The problem: In the entries below, every line that contains "GOVERNOR" must be located and copied.

Task input:
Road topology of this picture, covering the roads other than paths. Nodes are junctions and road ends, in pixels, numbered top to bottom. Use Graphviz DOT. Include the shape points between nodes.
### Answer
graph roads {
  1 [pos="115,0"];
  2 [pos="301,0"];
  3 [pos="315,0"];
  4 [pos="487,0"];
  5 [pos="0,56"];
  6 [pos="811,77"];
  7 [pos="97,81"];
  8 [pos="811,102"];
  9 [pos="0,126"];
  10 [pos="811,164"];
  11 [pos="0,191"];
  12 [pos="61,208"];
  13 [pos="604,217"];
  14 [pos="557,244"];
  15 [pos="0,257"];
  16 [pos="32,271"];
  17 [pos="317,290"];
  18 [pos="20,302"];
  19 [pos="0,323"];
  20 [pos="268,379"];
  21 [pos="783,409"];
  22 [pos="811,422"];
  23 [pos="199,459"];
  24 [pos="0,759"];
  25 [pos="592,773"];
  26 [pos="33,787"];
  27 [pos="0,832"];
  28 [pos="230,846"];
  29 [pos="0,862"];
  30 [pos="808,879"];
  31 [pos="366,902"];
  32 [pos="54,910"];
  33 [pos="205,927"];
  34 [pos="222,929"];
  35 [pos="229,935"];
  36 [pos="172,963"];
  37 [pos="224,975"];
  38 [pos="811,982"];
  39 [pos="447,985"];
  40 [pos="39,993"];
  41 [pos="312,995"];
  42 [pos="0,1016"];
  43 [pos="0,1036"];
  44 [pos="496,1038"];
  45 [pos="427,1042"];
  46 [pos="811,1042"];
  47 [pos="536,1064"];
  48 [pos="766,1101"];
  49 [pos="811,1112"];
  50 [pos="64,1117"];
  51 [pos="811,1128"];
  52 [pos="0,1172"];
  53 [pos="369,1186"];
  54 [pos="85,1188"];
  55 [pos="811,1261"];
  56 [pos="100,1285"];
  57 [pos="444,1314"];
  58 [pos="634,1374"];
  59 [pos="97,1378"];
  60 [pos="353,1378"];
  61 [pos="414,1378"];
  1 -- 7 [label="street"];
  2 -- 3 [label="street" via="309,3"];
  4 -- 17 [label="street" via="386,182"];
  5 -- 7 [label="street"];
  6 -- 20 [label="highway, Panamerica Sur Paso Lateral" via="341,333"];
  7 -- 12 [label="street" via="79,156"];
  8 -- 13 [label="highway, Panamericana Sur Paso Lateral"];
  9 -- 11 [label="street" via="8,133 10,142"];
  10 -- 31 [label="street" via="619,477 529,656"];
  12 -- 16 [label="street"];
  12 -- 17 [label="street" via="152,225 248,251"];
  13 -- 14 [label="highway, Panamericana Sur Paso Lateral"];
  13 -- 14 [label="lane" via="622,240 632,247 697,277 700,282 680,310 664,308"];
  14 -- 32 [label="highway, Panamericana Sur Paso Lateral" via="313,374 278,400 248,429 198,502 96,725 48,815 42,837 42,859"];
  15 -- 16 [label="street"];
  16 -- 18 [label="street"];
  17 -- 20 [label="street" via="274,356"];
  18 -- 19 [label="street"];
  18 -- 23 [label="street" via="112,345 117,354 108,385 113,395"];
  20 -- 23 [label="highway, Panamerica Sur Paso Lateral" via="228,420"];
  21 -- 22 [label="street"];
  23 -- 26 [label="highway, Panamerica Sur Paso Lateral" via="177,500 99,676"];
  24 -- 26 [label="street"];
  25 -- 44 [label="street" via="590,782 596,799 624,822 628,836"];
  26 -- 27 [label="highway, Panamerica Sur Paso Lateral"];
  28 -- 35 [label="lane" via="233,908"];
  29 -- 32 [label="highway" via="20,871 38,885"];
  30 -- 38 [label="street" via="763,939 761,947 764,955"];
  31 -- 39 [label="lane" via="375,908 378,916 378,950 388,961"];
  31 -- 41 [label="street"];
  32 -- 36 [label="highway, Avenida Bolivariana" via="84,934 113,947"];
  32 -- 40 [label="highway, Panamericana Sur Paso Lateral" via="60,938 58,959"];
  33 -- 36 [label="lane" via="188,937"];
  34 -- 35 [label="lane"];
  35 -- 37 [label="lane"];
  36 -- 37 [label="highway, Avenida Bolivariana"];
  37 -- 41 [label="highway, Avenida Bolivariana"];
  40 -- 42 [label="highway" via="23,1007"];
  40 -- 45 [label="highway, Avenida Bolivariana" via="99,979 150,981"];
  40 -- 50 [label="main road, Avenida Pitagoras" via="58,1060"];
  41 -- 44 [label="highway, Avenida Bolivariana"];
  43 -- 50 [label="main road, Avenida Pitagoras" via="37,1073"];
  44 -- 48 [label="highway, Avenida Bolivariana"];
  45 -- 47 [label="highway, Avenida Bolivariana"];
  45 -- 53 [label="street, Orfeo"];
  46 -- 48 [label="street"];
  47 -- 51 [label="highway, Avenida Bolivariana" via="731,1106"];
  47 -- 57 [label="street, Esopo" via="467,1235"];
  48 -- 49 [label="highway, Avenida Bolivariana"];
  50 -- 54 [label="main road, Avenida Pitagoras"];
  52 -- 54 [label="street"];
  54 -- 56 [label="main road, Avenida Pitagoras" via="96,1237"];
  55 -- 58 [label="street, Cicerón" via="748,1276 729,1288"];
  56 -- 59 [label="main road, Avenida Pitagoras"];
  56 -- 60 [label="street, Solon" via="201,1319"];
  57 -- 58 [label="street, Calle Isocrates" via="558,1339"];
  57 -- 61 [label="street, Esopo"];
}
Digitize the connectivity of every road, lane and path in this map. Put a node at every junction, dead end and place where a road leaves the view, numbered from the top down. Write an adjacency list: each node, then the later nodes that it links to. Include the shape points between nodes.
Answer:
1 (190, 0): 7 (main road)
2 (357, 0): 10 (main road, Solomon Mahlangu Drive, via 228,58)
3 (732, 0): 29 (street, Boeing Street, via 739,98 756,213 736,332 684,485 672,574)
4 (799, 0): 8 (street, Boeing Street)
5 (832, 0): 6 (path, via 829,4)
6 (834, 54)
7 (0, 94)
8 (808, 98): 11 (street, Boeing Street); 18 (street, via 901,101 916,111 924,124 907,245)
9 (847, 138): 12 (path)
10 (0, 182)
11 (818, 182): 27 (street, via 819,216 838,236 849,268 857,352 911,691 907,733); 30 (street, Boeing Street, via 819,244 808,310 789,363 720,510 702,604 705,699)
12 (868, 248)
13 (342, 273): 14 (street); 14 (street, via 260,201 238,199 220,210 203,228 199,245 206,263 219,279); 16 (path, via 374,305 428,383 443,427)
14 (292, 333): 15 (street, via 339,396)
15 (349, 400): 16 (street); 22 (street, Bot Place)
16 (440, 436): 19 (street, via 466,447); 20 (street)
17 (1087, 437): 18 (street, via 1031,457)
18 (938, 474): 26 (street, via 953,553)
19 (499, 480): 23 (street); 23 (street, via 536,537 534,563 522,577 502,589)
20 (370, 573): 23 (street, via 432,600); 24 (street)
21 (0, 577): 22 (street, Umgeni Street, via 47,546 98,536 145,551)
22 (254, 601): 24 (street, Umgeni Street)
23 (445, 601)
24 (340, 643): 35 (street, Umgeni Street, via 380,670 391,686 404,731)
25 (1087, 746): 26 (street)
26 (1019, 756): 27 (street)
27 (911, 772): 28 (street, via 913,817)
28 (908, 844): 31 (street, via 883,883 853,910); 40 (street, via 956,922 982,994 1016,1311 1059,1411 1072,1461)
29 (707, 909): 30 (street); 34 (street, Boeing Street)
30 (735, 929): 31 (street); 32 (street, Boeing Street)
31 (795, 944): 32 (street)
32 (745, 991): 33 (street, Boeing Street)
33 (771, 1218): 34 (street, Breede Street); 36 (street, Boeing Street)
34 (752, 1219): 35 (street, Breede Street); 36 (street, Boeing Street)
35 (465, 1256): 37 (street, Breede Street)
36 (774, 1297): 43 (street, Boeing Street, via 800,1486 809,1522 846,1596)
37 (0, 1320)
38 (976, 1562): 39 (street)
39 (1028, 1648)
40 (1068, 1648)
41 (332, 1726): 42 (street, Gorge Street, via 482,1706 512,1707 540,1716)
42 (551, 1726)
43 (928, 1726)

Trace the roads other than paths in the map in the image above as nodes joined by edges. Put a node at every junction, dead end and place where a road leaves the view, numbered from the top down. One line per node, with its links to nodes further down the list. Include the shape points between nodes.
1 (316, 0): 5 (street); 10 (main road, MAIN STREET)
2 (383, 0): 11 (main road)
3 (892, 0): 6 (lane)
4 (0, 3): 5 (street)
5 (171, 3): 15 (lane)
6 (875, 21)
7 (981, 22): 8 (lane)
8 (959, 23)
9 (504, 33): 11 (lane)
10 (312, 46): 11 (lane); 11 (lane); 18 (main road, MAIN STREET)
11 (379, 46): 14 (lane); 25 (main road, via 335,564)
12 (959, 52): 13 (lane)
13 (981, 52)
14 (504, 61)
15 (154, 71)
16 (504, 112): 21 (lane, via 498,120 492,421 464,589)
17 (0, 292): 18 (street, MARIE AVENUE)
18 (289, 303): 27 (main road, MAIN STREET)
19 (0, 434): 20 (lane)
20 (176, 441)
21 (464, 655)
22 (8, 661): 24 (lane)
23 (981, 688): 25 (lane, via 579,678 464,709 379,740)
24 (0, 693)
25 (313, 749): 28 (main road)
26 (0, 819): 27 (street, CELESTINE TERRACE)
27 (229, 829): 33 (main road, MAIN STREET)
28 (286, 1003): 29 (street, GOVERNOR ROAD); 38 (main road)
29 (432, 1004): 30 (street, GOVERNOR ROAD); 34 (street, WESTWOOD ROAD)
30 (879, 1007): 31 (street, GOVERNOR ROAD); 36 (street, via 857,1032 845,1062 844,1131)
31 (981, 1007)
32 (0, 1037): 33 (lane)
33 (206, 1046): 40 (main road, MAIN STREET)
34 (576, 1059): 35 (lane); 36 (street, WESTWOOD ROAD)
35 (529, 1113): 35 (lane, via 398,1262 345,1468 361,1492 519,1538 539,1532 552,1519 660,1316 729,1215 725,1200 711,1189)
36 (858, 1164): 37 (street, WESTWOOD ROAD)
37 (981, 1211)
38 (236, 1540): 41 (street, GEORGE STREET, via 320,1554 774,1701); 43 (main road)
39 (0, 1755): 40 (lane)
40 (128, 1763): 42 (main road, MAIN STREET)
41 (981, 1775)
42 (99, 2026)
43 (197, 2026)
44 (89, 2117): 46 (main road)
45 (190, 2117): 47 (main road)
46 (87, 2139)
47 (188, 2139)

Answer to this exercise:
28 (286, 1003): 29 (street, GOVERNOR ROAD); 38 (main road)
29 (432, 1004): 30 (street, GOVERNOR ROAD); 34 (street, WESTWOOD ROAD)
30 (879, 1007): 31 (street, GOVERNOR ROAD); 36 (street, via 857,1032 845,1062 844,1131)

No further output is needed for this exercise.